Encoder for NER model.
Args:
- vocab_size: vocabulary size, integer.
- embedding_size: embedding size, integer.
- enc_units: hidden size of LSTM layer, integer.
- ffc_units: hidden units of feedforward layer, integer.
- num_labels: number of named entities. The value should be (actual_num_labels + 1),
because zero paddings are added to the sequences.
"""
def __init__(self, vocab_size, embedding_size, enc_units, ffc_units, num_labels):
super(NERModel, self).__init__()
# Word embedding layer.
self.embedding = nn.Embedding(vocab_size, embedding_size)
# LSTM layer with units of enc_units
self.LSTM = nn.LSTM(embedding_size, enc_units, batch_first=True)
self.dense1 = nn.Linear(enc_units, ffc_units)
self.dense2 = nn.Linear(ffc_units, num_labels)
def forward(self, x):
"""
Args:
- x: Input tensor of shape (batch_size, sequence_length)
Return:
Tensor of shape (batch_size, sequence_length, num_labels)
"""
x = self.embedding(x)
# after embedding: torch.Size([64, 124, 256])
x, _ = self.LSTM(x)
# after lstm: torch.Size([64, 124, 256])
x = self.dense1(x)
# after linear 1: torch.Size([64, 124, 256])
x = self.dense2(x)
# after linear 2: torch.Size([64, 124, 6])

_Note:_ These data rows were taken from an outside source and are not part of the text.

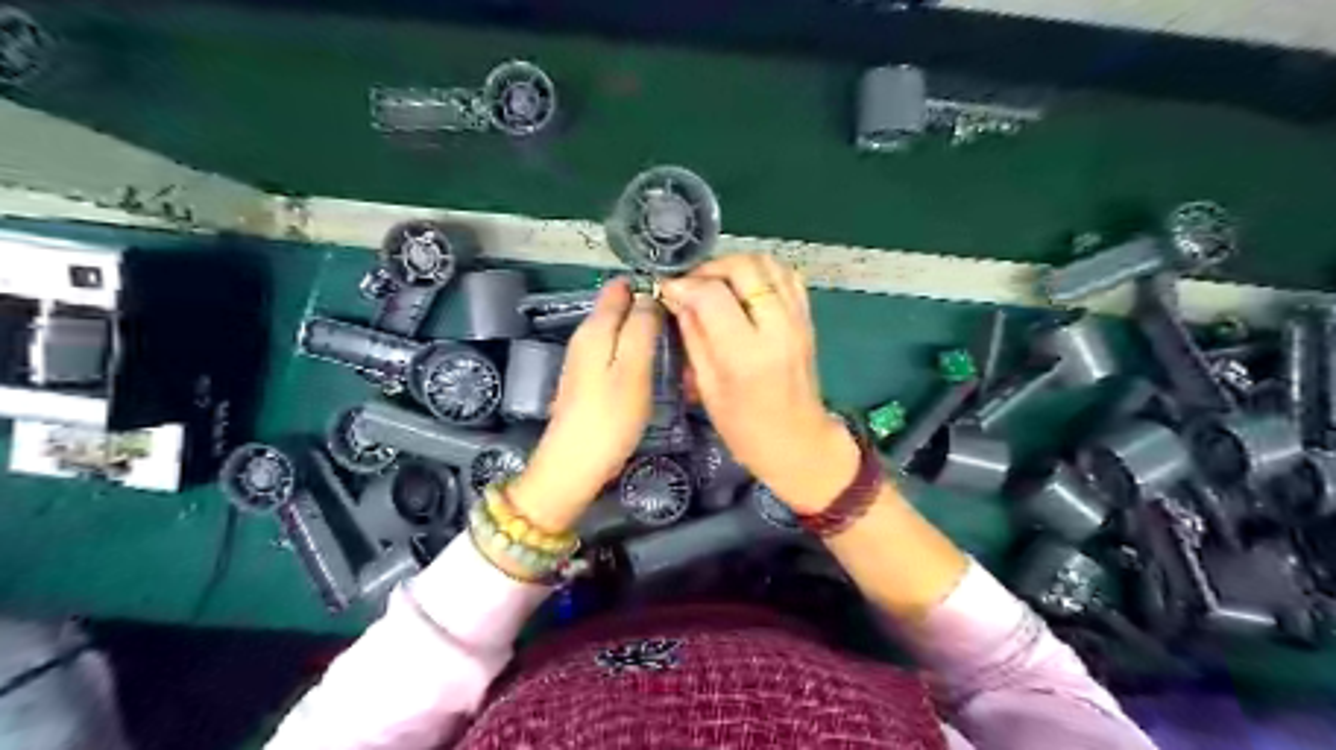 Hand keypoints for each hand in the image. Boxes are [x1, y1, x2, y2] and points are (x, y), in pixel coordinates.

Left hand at [508, 278, 660, 531]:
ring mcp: (585, 359)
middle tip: (685, 322)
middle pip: (619, 308)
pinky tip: (652, 365)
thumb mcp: (634, 368)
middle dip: (648, 307)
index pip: (620, 287)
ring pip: (618, 330)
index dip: (648, 285)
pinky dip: (635, 351)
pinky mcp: (588, 380)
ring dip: (643, 330)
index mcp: (596, 327)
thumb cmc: (609, 417)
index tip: (680, 296)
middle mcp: (585, 336)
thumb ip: (642, 327)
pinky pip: (615, 351)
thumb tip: (651, 294)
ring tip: (675, 340)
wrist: (574, 465)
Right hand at [655, 256, 855, 513]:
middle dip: (710, 268)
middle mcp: (777, 327)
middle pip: (744, 267)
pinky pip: (786, 275)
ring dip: (736, 265)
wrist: (798, 441)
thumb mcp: (707, 386)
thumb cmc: (745, 427)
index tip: (668, 289)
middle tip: (691, 284)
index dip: (685, 285)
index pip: (712, 294)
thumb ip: (693, 335)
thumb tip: (676, 296)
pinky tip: (744, 289)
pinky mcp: (807, 317)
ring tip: (715, 284)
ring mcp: (797, 319)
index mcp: (746, 353)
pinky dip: (761, 272)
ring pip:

output = F.log_softmax(x, dim=1)
# after softmax: torch.Size([64, 124, 6])
return output
# initialize model
model = NERModel(vocab_size, embedding_size, enc_units, ffc_units, num_labels)
optimizer = torch.optim.Adam(model.parameters(), lr = learning_rate)
criterion = nn.CrossEntropyLoss()
for i, (value, label) in enumerate(train_loader):
print(value.shape)
optimizer.zero_grad()
outputs = model(value)
# outputs shape: torch.Size([64, 124, 6])
# label shape: torch.Size([64, 124])
loss = criterion(outputs, label)
Things all looked good but I got the following error reported:
---------------------------------------------------------------------------
ValueError Traceback (most recent call last)
<ipython-input-9-92530e221aaf> in <module>()
---> 14 loss = criterion(outputs, label)
~/anaconda3/lib/python3.6/site-packages/torch/nn/modules/module.py in __call__(self, *input, **kwargs)
491 result = self._slow_forward(*input, **kwargs)
492 else:
--> 493 result = self.forward(*input, **kwargs)
494 for hook in self._forward_hooks.values():
495 hook_result = hook(self, input, result)
~/anaconda3/lib/python3.6/site-packages/torch/nn/modules/loss.py in forward(self, input, target)
940 def forward(self, input, target):
941 return F.cross_entropy(input, target, weight=self.weight,
--> 942 ignore_index=self.ignore_index, reduction=self.reduction)
943
944
~/anaconda3/lib/python3.6/site-packages/torch/nn/functional.py in cross_entropy(input, target, weight, size_average, ignore_index, reduce, reduction)
2054 if size_average is not None or reduce is not None:
2055 reduction = _Reduction.legacy_get_string(size_average, reduce)
-> 2056 return nll_loss(log_softmax(input, 1), target, weight, None, ignore_index, None, reduction)
2057
2058
~/anaconda3/lib/python3.6/site-packages/torch/nn/functional.py in nll_loss(input, target, weight, size_average, ignore_index, reduce, reduction)
1879 if target.size()[1:] != input.size()[2:]:
1880 raise ValueError('Expected target size {}, got {}'.format(
-> 1881 out_size, target.size()))
1882 input = input.contiguous().view(n, c, 1, -1)
1883 target = target.contiguous().view(n, 1, -1)
ValueError: Expected target size (64, 6), got torch.Size([64, 124])
I have outputs shape torch.Size([64, 124, 6]) and label shape: torch.Size([64, 124]). It seems that loss function want me to have outputs shape torch.Size([64, 6, 124]). I don’t get the reason why it is like this, and can some one tell me how to modify it?